» **RECORDED INFORMATION**
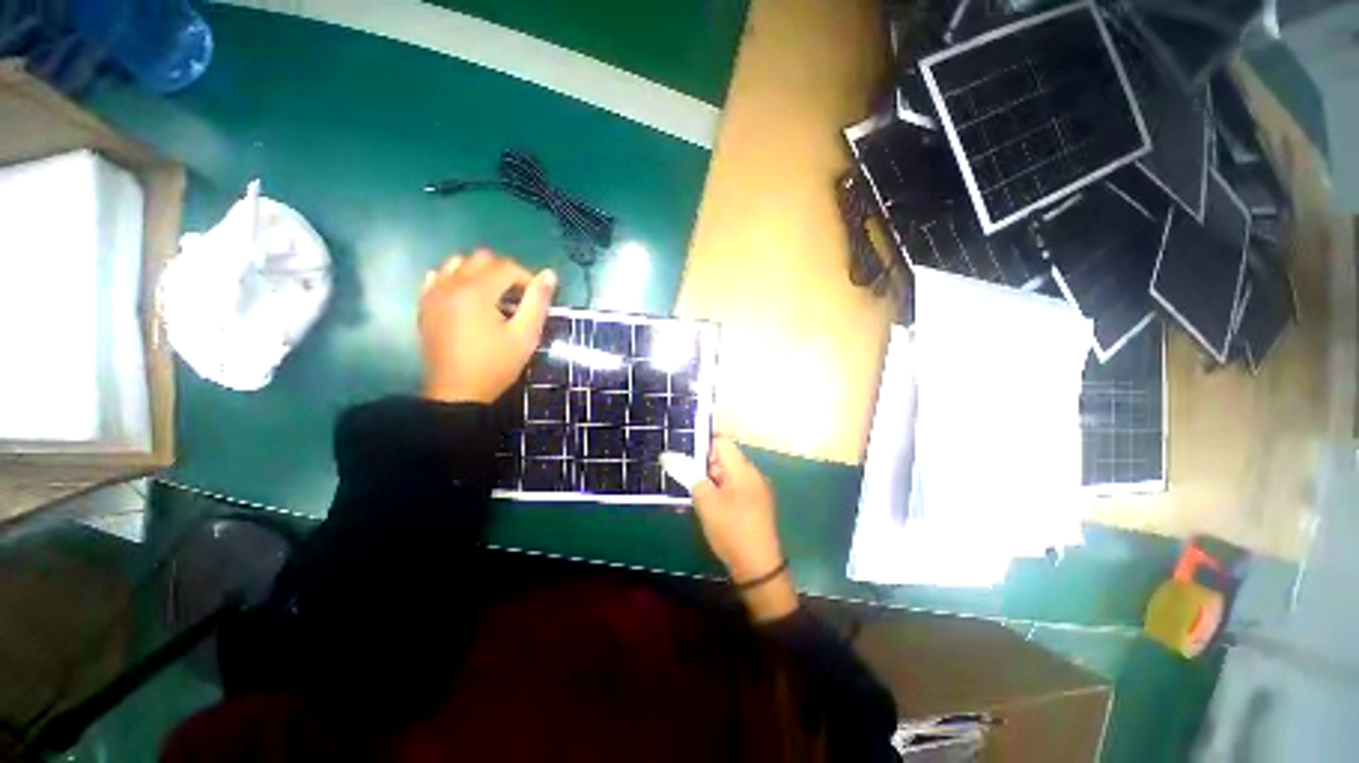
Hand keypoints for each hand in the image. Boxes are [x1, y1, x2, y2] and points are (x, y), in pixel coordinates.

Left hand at [419, 250, 555, 403]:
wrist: (457, 392)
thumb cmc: (496, 364)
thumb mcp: (525, 335)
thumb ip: (538, 302)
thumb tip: (549, 274)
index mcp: (477, 291)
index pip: (507, 266)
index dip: (527, 278)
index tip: (536, 299)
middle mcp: (451, 284)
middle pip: (481, 259)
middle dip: (504, 272)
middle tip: (516, 297)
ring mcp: (433, 293)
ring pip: (457, 264)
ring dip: (479, 273)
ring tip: (492, 297)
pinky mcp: (425, 305)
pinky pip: (438, 277)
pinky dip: (455, 280)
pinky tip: (466, 299)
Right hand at [692, 437, 796, 620]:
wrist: (758, 567)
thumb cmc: (731, 529)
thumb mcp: (706, 502)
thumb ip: (690, 476)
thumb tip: (670, 457)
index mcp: (743, 469)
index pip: (722, 442)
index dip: (701, 443)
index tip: (682, 452)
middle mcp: (752, 474)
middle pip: (725, 458)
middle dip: (703, 464)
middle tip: (682, 474)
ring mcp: (755, 489)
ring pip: (727, 474)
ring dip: (709, 479)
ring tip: (690, 489)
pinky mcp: (754, 504)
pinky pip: (733, 487)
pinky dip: (718, 490)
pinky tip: (705, 503)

» **YOUR OBJECTIVE**
The preceding listing is to be restated word for word, with every picture omitted.

» **ANSWER**
Hand keypoints for each hand in the image. Boxes are [x1, y1, x2, y2] and points are (x, y), in pixel coordinates.

Left hand at [419, 250, 555, 403]:
wrist: (457, 392)
thumb cmc: (496, 364)
thumb mcp: (525, 335)
thumb ip: (538, 302)
thumb tip: (549, 274)
index mcp: (477, 291)
index pip: (507, 266)
index dip: (527, 278)
index tip: (536, 299)
middle mcp: (451, 284)
middle pip: (481, 259)
middle dip: (504, 272)
middle tip: (516, 297)
ring mcp: (433, 293)
ring pip: (457, 264)
ring dip: (479, 273)
ring tip: (492, 297)
pinky mcp: (425, 305)
pinky pip: (438, 277)
pinky dip: (455, 280)
pinky tip: (466, 299)
Right hand at [692, 437, 796, 620]:
wrist: (758, 567)
thumb cmc: (731, 529)
thumb mcp: (706, 502)
thumb ip: (690, 476)
thumb tip: (670, 457)
index mcp: (743, 469)
index pip: (722, 442)
index dip: (701, 443)
index tip: (682, 452)
middle mcp: (752, 474)
middle pip: (725, 458)
middle dip: (703, 464)
middle tip: (682, 474)
ring mcp: (755, 489)
ring pip: (727, 474)
ring dip: (709, 479)
ring tip: (690, 489)
pinky mcp: (754, 504)
pinky pip: (733, 487)
pinky dip: (718, 490)
pinky tip: (705, 503)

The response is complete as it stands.